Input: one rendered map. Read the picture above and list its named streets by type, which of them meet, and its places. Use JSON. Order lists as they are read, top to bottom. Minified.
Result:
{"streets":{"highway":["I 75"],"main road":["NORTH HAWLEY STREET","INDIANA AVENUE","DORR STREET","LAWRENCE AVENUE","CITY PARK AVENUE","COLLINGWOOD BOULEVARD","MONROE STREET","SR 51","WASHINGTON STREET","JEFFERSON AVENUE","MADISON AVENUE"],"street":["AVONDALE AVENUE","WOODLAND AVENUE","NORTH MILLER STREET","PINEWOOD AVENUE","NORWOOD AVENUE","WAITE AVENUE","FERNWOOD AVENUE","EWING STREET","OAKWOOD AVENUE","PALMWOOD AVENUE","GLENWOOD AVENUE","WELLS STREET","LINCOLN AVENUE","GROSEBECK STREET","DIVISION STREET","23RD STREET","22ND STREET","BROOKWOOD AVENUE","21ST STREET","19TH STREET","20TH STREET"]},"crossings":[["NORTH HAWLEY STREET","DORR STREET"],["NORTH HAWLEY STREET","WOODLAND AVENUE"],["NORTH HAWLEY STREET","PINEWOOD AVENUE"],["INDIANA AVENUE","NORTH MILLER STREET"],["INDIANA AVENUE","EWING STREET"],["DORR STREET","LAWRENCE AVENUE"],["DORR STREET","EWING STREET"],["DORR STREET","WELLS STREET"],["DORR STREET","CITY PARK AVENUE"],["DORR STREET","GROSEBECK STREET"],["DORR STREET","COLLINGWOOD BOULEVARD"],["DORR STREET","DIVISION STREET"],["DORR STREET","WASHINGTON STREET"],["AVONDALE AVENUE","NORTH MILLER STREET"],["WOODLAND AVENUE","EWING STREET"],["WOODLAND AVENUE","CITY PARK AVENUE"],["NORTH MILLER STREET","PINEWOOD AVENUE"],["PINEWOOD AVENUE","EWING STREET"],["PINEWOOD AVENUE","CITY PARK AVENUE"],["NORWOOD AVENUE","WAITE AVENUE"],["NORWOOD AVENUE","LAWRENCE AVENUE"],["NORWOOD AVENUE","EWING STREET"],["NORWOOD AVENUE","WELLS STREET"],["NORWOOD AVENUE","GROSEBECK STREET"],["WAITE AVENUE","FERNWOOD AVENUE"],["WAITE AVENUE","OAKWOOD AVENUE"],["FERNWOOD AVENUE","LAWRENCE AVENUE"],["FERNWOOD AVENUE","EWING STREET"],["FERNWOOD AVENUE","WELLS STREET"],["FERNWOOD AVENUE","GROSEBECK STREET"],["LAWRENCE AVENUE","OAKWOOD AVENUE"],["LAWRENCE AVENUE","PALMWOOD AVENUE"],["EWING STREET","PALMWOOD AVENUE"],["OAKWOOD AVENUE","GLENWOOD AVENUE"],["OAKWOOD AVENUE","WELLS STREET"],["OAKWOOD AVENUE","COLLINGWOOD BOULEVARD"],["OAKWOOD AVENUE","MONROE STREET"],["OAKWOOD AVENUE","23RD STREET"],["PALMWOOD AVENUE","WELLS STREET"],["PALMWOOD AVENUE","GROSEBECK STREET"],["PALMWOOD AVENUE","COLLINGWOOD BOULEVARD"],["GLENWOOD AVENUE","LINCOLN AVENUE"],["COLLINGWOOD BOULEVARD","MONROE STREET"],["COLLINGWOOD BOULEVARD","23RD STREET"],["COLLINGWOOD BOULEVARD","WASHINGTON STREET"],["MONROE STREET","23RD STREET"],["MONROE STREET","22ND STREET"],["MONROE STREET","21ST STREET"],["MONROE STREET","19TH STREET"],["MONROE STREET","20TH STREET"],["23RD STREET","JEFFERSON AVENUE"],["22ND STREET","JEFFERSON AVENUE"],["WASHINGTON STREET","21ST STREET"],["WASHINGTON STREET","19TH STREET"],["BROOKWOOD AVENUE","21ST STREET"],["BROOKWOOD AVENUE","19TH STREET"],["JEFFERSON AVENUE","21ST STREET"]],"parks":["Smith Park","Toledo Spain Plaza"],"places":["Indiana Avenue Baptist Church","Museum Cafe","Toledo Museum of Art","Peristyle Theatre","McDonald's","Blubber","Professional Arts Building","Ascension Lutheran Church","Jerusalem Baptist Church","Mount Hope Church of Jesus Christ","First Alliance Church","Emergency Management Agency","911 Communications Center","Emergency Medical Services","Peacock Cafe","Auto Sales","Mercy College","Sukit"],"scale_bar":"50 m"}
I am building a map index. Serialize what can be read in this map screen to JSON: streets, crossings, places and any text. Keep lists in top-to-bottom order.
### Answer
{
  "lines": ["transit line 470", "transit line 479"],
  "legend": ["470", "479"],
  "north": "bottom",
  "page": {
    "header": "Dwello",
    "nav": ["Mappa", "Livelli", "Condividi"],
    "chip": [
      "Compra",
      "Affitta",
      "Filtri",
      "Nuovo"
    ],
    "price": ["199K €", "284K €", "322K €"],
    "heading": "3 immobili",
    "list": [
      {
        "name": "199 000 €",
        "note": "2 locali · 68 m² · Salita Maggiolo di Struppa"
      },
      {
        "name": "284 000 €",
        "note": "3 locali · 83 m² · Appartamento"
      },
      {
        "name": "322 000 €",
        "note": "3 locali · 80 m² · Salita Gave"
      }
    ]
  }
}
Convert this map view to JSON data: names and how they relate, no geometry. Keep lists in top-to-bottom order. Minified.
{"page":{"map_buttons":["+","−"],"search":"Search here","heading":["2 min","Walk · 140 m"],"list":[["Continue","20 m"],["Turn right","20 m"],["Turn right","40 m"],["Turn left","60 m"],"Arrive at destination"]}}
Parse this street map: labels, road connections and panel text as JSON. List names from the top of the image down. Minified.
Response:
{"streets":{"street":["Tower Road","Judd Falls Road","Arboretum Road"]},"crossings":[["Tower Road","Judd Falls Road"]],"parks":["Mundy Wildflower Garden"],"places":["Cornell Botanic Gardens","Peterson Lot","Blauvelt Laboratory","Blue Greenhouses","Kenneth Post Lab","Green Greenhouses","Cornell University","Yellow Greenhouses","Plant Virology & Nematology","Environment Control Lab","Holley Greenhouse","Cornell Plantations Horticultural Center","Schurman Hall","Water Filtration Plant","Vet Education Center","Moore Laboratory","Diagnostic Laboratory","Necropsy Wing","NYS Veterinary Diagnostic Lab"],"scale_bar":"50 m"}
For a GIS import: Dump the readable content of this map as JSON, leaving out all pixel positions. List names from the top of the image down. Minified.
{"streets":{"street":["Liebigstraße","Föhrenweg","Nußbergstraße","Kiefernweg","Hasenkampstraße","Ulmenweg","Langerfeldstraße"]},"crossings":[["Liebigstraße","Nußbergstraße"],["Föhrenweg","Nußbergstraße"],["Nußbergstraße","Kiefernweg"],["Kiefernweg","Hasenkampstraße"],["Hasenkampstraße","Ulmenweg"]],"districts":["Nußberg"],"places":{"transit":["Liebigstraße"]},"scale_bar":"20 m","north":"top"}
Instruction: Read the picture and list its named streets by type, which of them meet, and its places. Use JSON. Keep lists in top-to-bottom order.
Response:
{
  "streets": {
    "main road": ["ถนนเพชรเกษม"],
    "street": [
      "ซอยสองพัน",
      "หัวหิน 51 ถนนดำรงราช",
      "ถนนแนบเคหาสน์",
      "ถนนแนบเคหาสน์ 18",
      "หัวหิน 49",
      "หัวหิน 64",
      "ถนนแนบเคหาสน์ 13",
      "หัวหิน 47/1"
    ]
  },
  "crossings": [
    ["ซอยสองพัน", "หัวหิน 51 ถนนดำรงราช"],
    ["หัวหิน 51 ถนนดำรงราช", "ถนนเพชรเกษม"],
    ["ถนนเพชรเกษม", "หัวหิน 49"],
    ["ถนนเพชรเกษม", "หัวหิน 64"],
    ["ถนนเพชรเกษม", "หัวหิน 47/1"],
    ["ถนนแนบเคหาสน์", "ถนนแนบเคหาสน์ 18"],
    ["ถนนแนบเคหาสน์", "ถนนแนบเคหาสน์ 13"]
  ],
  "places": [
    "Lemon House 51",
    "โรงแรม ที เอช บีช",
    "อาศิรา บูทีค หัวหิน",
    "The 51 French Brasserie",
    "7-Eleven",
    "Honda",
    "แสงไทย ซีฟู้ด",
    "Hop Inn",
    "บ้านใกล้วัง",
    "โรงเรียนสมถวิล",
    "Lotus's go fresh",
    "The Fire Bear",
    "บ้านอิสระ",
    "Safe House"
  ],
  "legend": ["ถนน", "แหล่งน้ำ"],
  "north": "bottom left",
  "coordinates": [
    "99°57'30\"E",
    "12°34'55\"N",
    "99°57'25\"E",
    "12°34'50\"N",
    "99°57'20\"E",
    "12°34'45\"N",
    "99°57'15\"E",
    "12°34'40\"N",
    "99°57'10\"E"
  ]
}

•••

**Problem details**: Where does the word "text" occur in the data? Copy every line that has it.

**Completed exercise**:
I am building a map index. Serialize what can be read in this map screen to JSON: streets, crossings, places and any text. Keep lists in top-to-bottom order.
Parse this street map: labels, road connections and panel text as JSON. List names from the top of the image down. Minified.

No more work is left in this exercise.